Stored data:

####

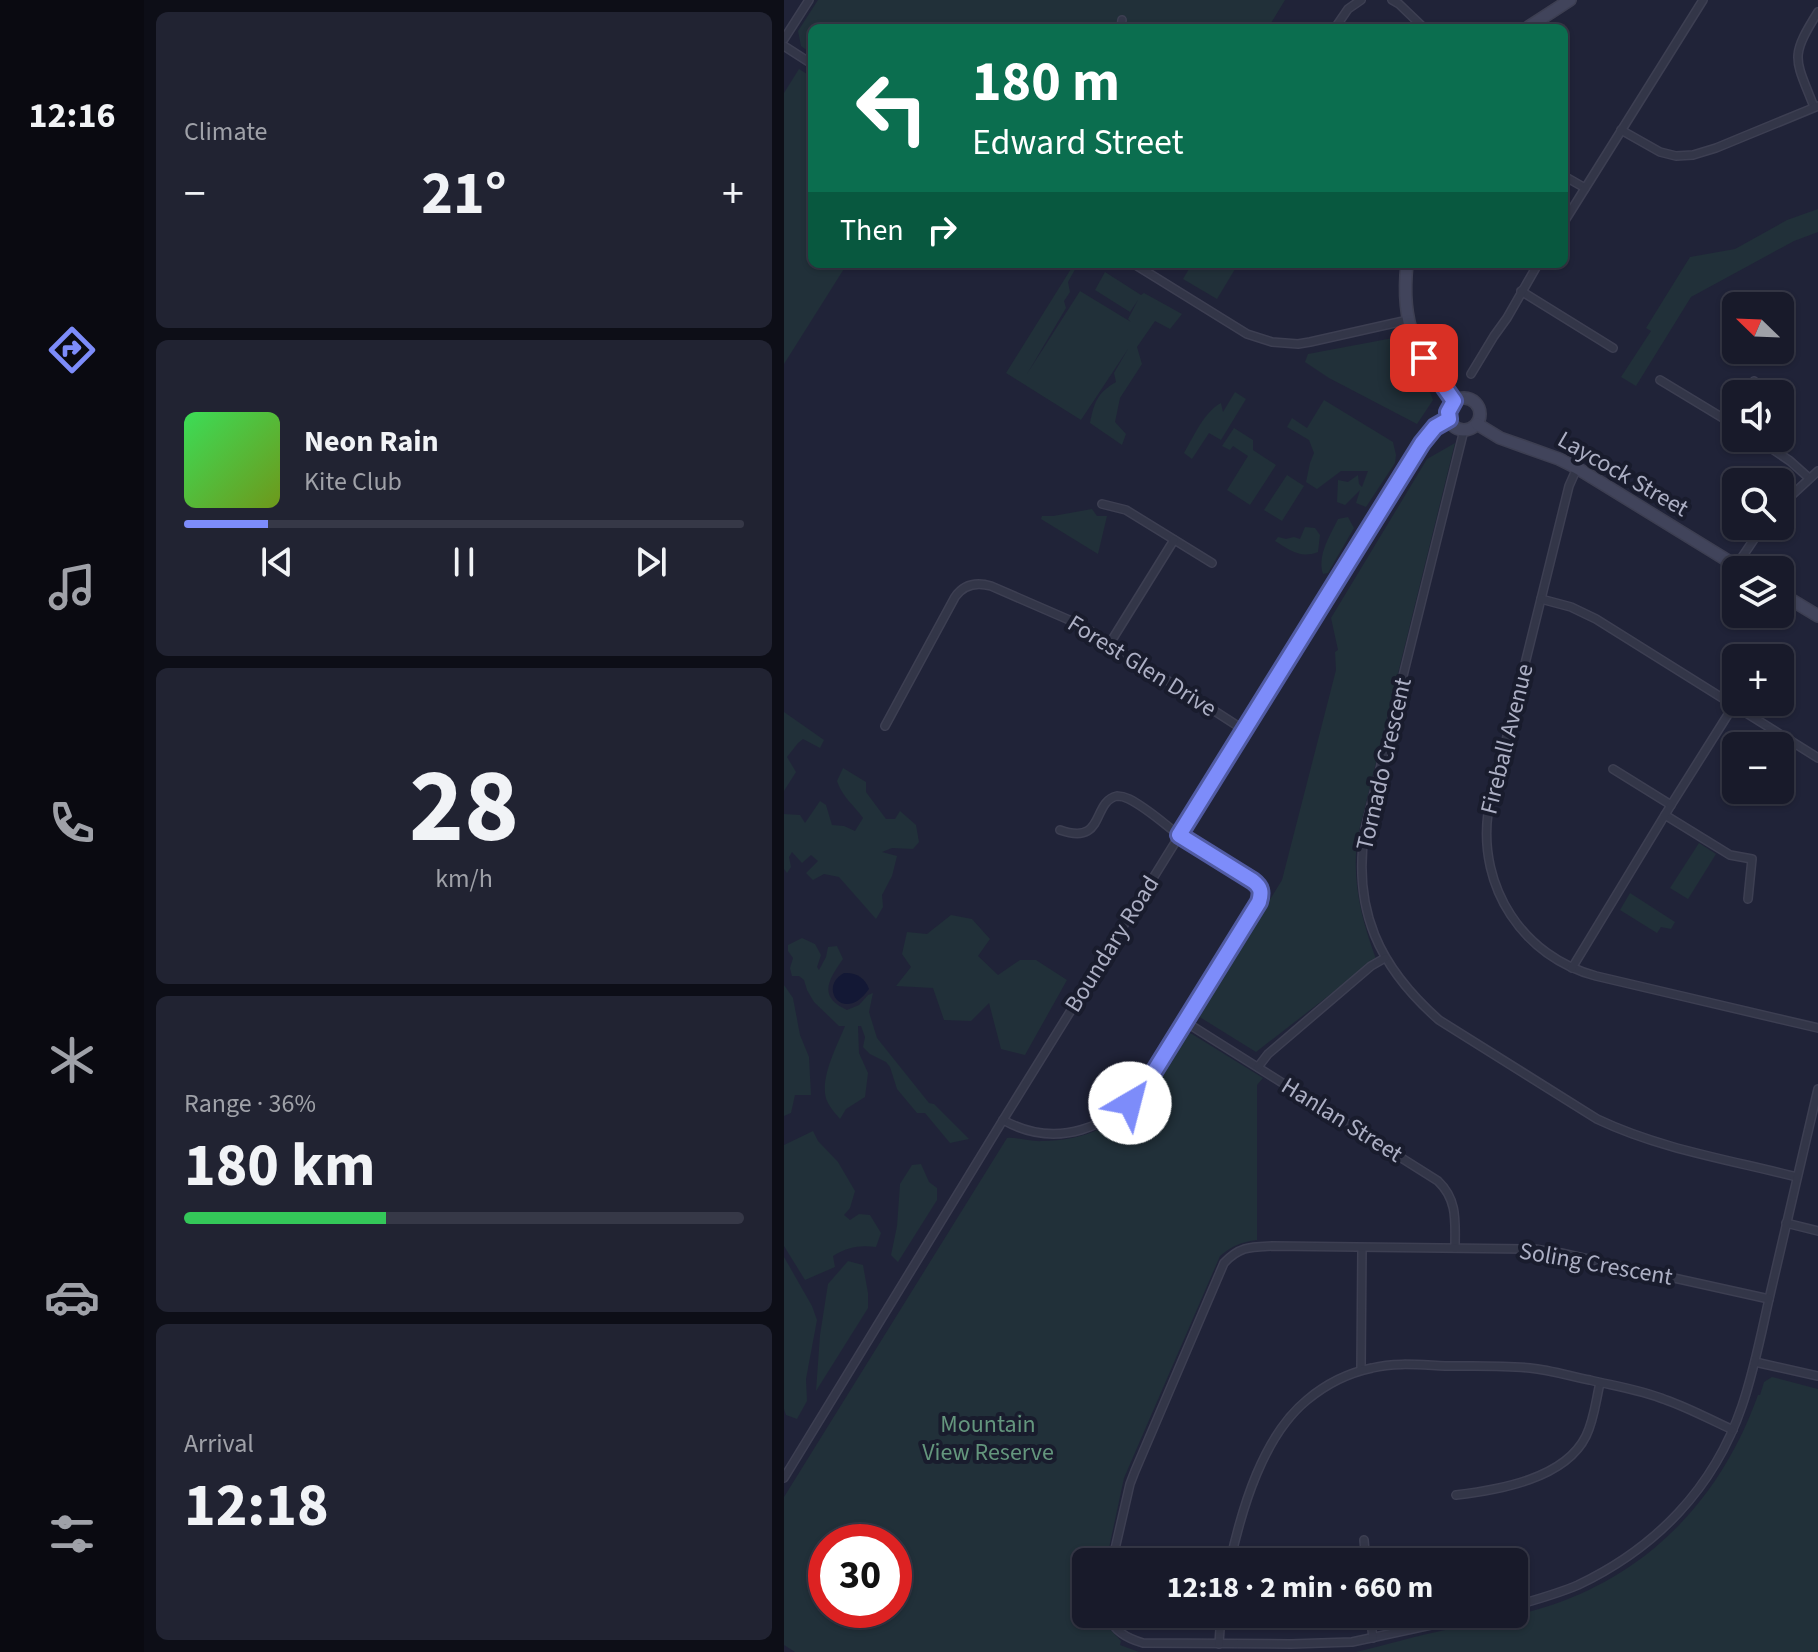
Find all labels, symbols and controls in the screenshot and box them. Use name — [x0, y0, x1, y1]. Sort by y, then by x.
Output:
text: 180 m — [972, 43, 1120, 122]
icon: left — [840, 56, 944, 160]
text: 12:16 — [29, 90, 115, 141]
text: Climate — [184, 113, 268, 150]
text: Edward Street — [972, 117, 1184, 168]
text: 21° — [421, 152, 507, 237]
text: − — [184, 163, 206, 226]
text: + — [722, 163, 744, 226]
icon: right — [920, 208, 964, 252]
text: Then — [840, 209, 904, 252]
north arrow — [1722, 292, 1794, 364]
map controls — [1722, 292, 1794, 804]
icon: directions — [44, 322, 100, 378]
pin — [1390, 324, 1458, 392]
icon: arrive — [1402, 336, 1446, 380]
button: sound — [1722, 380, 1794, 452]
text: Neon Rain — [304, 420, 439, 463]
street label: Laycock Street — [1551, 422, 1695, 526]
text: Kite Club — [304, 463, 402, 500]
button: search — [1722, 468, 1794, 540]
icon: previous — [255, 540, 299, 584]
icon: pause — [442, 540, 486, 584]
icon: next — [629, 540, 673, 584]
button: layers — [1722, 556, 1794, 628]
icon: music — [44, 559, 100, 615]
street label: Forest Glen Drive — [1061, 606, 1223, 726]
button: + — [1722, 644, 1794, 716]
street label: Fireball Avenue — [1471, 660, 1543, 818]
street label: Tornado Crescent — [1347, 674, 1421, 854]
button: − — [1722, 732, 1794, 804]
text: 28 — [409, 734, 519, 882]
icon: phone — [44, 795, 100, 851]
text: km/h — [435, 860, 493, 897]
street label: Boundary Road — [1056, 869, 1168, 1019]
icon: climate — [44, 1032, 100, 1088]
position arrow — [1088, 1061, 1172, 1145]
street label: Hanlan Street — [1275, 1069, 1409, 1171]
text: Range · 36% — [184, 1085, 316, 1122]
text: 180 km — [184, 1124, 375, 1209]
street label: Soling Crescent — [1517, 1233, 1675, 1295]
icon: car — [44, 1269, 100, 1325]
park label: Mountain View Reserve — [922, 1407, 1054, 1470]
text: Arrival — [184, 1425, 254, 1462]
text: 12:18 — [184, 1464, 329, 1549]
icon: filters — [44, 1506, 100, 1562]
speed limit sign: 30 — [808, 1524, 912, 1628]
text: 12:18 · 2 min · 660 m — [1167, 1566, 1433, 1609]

####

■ **Aim of the task**
Transcribe all of the lines above exactly as given. The pictures stay out.

■ **Response to this task**
Find all labels, symbols and controls in the screenshot and box them. Use name — [x0, y0, x1, y1]. Sort by y, then by x.
Output:
text: 180 m — [972, 43, 1120, 122]
icon: left — [840, 56, 944, 160]
text: 12:16 — [29, 90, 115, 141]
text: Climate — [184, 113, 268, 150]
text: Edward Street — [972, 117, 1184, 168]
text: 21° — [421, 152, 507, 237]
text: − — [184, 163, 206, 226]
text: + — [722, 163, 744, 226]
icon: right — [920, 208, 964, 252]
text: Then — [840, 209, 904, 252]
north arrow — [1722, 292, 1794, 364]
map controls — [1722, 292, 1794, 804]
icon: directions — [44, 322, 100, 378]
pin — [1390, 324, 1458, 392]
icon: arrive — [1402, 336, 1446, 380]
button: sound — [1722, 380, 1794, 452]
text: Neon Rain — [304, 420, 439, 463]
street label: Laycock Street — [1551, 422, 1695, 526]
text: Kite Club — [304, 463, 402, 500]
button: search — [1722, 468, 1794, 540]
icon: previous — [255, 540, 299, 584]
icon: pause — [442, 540, 486, 584]
icon: next — [629, 540, 673, 584]
button: layers — [1722, 556, 1794, 628]
icon: music — [44, 559, 100, 615]
street label: Forest Glen Drive — [1061, 606, 1223, 726]
button: + — [1722, 644, 1794, 716]
street label: Fireball Avenue — [1471, 660, 1543, 818]
street label: Tornado Crescent — [1347, 674, 1421, 854]
button: − — [1722, 732, 1794, 804]
text: 28 — [409, 734, 519, 882]
icon: phone — [44, 795, 100, 851]
text: km/h — [435, 860, 493, 897]
street label: Boundary Road — [1056, 869, 1168, 1019]
icon: climate — [44, 1032, 100, 1088]
position arrow — [1088, 1061, 1172, 1145]
street label: Hanlan Street — [1275, 1069, 1409, 1171]
text: Range · 36% — [184, 1085, 316, 1122]
text: 180 km — [184, 1124, 375, 1209]
street label: Soling Crescent — [1517, 1233, 1675, 1295]
icon: car — [44, 1269, 100, 1325]
park label: Mountain View Reserve — [922, 1407, 1054, 1470]
text: Arrival — [184, 1425, 254, 1462]
text: 12:18 — [184, 1464, 329, 1549]
icon: filters — [44, 1506, 100, 1562]
speed limit sign: 30 — [808, 1524, 912, 1628]
text: 12:18 · 2 min · 660 m — [1167, 1566, 1433, 1609]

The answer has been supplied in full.